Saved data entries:
________________
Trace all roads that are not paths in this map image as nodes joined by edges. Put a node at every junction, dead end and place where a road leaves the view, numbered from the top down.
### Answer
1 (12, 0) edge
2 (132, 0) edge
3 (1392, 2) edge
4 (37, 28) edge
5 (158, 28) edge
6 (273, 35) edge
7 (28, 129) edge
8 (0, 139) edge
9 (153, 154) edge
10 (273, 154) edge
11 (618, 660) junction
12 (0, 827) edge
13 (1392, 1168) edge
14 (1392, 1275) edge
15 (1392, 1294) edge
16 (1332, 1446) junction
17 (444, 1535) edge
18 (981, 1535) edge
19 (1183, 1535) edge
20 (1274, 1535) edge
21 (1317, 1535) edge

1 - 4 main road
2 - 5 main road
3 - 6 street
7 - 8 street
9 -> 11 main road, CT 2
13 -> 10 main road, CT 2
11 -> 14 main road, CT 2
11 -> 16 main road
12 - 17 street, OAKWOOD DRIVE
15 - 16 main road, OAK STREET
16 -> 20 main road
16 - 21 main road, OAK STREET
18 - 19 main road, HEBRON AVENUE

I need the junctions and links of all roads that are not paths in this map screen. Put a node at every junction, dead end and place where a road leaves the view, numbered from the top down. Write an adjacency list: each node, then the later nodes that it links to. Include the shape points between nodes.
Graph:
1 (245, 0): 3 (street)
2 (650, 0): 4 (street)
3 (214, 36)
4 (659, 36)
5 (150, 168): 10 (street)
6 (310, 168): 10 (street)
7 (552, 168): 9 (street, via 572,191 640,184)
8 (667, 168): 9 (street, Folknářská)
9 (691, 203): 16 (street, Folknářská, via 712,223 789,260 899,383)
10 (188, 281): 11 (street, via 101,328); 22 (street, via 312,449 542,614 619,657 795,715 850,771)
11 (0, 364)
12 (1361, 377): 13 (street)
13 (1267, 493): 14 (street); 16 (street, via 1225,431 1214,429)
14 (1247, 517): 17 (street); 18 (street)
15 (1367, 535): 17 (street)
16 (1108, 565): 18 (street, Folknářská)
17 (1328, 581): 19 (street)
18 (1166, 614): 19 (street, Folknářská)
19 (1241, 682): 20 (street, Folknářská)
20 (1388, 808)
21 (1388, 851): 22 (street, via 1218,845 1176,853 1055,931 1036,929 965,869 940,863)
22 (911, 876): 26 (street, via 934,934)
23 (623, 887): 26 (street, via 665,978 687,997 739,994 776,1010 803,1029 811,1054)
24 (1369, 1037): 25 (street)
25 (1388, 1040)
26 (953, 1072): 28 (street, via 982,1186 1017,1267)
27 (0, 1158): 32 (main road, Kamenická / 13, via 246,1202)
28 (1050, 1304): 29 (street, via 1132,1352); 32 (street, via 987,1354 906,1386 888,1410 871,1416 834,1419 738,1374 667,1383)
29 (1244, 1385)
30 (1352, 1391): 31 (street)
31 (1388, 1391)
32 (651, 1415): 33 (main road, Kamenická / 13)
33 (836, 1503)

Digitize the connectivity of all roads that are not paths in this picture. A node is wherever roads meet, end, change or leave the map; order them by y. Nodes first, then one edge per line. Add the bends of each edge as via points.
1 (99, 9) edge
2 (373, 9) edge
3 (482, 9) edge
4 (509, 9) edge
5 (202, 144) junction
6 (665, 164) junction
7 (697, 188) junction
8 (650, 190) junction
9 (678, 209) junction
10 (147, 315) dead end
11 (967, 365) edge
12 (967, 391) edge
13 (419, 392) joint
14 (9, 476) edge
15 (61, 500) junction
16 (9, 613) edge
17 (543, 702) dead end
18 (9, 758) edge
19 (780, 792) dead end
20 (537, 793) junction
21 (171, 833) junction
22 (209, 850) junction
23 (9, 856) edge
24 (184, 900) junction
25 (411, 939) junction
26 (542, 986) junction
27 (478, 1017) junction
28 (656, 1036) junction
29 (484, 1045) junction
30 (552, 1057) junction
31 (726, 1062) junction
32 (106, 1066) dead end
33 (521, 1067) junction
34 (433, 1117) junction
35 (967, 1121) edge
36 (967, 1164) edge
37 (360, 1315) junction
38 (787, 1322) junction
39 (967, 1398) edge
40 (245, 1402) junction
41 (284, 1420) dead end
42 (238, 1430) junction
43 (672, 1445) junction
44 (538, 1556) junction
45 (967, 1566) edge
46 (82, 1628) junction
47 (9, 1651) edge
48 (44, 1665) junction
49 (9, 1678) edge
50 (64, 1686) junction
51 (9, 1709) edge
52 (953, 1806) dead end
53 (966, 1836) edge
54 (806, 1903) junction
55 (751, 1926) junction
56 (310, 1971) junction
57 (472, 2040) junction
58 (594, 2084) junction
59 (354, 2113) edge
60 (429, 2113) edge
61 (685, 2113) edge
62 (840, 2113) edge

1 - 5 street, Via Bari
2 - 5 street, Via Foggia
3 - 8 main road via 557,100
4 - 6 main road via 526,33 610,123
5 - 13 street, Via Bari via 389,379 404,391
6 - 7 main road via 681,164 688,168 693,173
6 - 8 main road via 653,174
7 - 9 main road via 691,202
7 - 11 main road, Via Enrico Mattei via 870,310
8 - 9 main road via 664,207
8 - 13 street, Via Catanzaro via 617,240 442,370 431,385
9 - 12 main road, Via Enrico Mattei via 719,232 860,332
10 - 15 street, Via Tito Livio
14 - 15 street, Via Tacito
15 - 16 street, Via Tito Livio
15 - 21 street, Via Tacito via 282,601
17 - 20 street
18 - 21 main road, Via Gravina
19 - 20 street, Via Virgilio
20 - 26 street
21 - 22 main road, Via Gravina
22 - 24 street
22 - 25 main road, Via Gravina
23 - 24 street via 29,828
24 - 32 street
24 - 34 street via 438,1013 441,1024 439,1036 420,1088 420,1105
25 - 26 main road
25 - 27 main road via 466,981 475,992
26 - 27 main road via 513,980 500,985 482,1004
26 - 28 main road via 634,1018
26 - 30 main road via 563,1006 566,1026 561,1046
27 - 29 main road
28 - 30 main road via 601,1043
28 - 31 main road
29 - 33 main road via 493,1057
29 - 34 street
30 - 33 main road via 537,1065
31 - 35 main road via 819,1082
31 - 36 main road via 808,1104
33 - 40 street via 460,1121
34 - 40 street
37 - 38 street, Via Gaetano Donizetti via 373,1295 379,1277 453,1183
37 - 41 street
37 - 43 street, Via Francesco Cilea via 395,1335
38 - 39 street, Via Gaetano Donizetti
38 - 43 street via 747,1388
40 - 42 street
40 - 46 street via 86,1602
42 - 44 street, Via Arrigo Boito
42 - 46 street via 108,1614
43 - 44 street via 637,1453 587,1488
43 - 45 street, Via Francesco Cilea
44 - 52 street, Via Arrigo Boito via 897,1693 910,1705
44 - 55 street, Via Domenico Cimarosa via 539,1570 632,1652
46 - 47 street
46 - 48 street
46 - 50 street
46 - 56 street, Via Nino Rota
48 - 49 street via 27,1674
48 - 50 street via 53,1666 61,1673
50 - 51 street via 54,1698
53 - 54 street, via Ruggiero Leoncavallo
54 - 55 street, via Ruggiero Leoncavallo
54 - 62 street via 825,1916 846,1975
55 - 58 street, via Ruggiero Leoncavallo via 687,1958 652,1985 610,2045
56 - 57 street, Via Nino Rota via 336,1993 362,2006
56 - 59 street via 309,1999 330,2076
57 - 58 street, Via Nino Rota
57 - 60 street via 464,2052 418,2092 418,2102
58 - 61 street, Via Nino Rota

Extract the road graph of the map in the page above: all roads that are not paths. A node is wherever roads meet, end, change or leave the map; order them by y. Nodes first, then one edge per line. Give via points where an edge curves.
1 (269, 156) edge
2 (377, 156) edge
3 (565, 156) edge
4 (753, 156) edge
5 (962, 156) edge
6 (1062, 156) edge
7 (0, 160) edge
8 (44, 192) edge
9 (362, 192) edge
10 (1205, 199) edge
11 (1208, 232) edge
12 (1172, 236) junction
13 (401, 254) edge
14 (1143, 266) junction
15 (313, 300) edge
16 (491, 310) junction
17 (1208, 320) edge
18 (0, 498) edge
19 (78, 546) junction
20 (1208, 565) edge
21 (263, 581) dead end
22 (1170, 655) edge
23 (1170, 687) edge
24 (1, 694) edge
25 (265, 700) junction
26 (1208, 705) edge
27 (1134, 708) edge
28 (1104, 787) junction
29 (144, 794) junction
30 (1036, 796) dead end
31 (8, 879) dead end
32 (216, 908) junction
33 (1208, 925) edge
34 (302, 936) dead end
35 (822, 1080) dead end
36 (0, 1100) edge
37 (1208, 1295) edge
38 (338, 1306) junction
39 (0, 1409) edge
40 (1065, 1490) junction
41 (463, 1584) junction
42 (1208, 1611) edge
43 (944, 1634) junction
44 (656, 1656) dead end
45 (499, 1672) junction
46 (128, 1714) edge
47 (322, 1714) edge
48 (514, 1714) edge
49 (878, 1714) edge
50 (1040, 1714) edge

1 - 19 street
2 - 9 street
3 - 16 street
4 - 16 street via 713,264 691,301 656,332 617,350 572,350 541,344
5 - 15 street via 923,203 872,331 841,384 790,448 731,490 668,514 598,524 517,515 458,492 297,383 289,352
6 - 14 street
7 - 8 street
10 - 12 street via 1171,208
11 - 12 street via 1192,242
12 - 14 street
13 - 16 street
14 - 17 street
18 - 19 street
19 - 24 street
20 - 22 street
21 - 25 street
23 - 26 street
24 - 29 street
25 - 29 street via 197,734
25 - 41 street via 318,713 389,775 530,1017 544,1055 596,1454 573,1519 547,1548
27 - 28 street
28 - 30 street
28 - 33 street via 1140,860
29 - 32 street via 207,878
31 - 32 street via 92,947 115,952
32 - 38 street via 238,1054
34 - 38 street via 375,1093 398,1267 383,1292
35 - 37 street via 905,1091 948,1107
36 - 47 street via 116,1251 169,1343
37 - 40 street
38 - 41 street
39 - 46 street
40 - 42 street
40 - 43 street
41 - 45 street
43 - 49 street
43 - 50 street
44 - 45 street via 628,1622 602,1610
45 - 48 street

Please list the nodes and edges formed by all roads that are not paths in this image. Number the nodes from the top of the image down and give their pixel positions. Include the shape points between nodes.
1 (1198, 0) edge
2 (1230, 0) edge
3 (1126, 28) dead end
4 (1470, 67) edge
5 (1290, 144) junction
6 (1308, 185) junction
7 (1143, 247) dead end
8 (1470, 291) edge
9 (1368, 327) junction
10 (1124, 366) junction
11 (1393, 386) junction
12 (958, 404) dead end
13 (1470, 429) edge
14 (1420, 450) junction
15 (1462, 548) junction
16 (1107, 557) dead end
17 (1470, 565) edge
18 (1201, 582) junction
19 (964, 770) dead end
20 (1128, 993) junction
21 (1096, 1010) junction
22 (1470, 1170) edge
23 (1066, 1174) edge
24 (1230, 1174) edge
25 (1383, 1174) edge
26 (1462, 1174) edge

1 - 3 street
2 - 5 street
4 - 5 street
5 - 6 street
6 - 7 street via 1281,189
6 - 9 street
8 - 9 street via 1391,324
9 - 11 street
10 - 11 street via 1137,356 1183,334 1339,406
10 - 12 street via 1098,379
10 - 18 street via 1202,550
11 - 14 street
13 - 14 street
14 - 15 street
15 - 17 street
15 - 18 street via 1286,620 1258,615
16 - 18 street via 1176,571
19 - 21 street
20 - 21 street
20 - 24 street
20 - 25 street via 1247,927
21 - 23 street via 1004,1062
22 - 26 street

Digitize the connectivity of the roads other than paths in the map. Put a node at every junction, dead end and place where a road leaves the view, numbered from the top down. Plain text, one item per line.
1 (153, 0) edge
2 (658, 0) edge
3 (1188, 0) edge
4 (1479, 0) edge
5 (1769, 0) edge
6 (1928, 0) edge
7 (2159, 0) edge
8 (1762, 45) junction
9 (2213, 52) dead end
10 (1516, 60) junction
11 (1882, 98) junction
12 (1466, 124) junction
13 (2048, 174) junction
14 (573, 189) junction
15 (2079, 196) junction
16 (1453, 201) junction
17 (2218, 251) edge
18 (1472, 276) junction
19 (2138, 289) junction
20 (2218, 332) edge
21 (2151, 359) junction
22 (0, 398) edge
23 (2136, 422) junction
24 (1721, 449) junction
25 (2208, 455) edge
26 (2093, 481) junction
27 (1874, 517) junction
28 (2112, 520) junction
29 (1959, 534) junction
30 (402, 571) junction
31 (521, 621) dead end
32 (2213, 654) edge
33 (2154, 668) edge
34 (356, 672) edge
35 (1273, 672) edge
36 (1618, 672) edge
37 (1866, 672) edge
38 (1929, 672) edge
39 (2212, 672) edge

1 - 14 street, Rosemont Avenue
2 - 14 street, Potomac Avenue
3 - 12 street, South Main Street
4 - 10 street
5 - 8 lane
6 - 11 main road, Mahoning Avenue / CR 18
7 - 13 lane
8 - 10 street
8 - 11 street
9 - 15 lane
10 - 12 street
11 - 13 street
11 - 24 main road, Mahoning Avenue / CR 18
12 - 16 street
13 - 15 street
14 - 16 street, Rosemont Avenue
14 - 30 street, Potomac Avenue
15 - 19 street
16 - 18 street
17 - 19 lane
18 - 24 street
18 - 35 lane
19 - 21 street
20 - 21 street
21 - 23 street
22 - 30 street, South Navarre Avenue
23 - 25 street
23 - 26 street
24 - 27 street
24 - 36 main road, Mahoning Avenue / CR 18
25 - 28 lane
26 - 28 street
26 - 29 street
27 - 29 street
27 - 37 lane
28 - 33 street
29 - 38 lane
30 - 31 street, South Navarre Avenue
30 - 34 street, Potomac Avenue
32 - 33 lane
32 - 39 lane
________________
> Task details
Every line above that includes the string "Kamenická" needs to be copied.

> Answer to this problem
27 (0, 1158): 32 (main road, Kamenická / 13, via 246,1202)
32 (651, 1415): 33 (main road, Kamenická / 13)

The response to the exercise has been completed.